§ **Task instructions**
Note how many lines in these entries contain "street", and reply with that number alone.

§ **Extracted data entries**
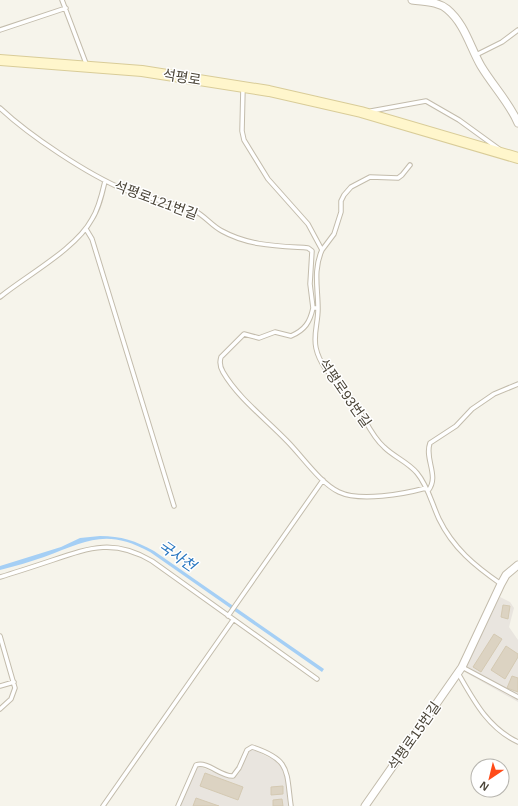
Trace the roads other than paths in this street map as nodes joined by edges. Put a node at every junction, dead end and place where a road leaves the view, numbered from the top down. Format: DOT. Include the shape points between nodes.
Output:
graph roads {
  1 [pos="62,0"];
  2 [pos="412,0"];
  3 [pos="435,1"];
  4 [pos="66,8"];
  5 [pos="0,30"];
  6 [pos="518,30"];
  7 [pos="476,55"];
  8 [pos="0,60"];
  9 [pos="87,66"];
  10 [pos="243,87"];
  11 [pos="0,108"];
  12 [pos="361,112"];
  13 [pos="518,123"];
  14 [pos="505,153"];
  15 [pos="518,158"];
  16 [pos="410,165"];
  17 [pos="105,181"];
  18 [pos="86,229"];
  19 [pos="322,250"];
  20 [pos="312,257"];
  21 [pos="319,257"];
  22 [pos="0,297"];
  23 [pos="313,308"];
  24 [pos="318,308"];
  25 [pos="518,384"];
  26 [pos="323,480"];
  27 [pos="427,489"];
  28 [pos="174,506"];
  29 [pos="518,565"];
  30 [pos="0,577"];
  31 [pos="501,584"];
  32 [pos="229,615"];
  33 [pos="232,620"];
  34 [pos="0,636"];
  35 [pos="460,670"];
  36 [pos="317,679"];
  37 [pos="14,682"];
  38 [pos="0,686"];
  39 [pos="518,697"];
  40 [pos="0,709"];
  41 [pos="518,742"];
  42 [pos="103,806"];
  43 [pos="178,806"];
  44 [pos="291,806"];
  45 [pos="365,806"];
  1 -- 4 [label="lane"];
  2 -- 3 [label="street"];
  3 -- 7 [label="street" via="458,21"];
  4 -- 5 [label="lane"];
  4 -- 9 [label="lane"];
  6 -- 7 [label="lane" via="502,42"];
  7 -- 13 [label="street"];
  8 -- 9 [label="street, 석평로"];
  9 -- 10 [label="street, 석평로" via="142,70"];
  10 -- 12 [label="street, 석평로"];
  10 -- 19 [label="lane" via="244,140 268,179 308,224"];
  11 -- 17 [label="lane, 석평로121번길" via="46,143"];
  12 -- 14 [label="street, 석평로"];
  12 -- 14 [label="lane, 석평로" via="426,101 459,120"];
  14 -- 15 [label="street, 석평로"];
  16 -- 19 [label="lane, 석평로93번길" via="398,178 370,177 351,187 341,201 341,212 334,234"];
  17 -- 18 [label="lane" via="96,211"];
  17 -- 20 [label="lane, 석평로121번길" via="197,212 220,230 239,239 275,247 308,248 312,251"];
  18 -- 22 [label="lane" via="72,243"];
  18 -- 28 [label="lane" via="92,239"];
  19 -- 21 [label="lane, 석평로93번길"];
  20 -- 21 [label="lane"];
  20 -- 23 [label="lane" via="310,284"];
  21 -- 24 [label="lane, 석평로93번길" via="315,286"];
  23 -- 24 [label="lane"];
  23 -- 26 [label="lane" via="309,323 296,334 288,337 275,332 259,338 244,334 224,353 219,362 223,372 238,391"];
  24 -- 27 [label="lane, 석평로93번길" via="314,339 323,366 352,400 384,448 418,473"];
  25 -- 27 [label="lane" via="494,394 456,426 430,443 428,453 433,482"];
  26 -- 27 [label="lane" via="339,492 355,496"];
  26 -- 32 [label="lane"];
  27 -- 31 [label="lane, 석평로93번길" via="439,518 460,551"];
  29 -- 31 [label="street, 석평로15번길" via="506,575"];
  30 -- 32 [label="lane" via="83,550 112,546 134,552 152,561"];
  31 -- 35 [label="street, 석평로15번길"];
  32 -- 33 [label="lane"];
  33 -- 36 [label="lane"];
  33 -- 42 [label="lane"];
  34 -- 37 [label="lane"];
  35 -- 39 [label="lane"];
  35 -- 41 [label="lane" via="478,708 502,733"];
  35 -- 45 [label="street, 석평로15번길"];
  37 -- 38 [label="lane"];
  37 -- 40 [label="lane" via="14,694"];
  43 -- 44 [label="lane" via="196,765 202,764 233,776 247,750 252,747 283,763 289,780"];
}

§ **Output for this exercise**
12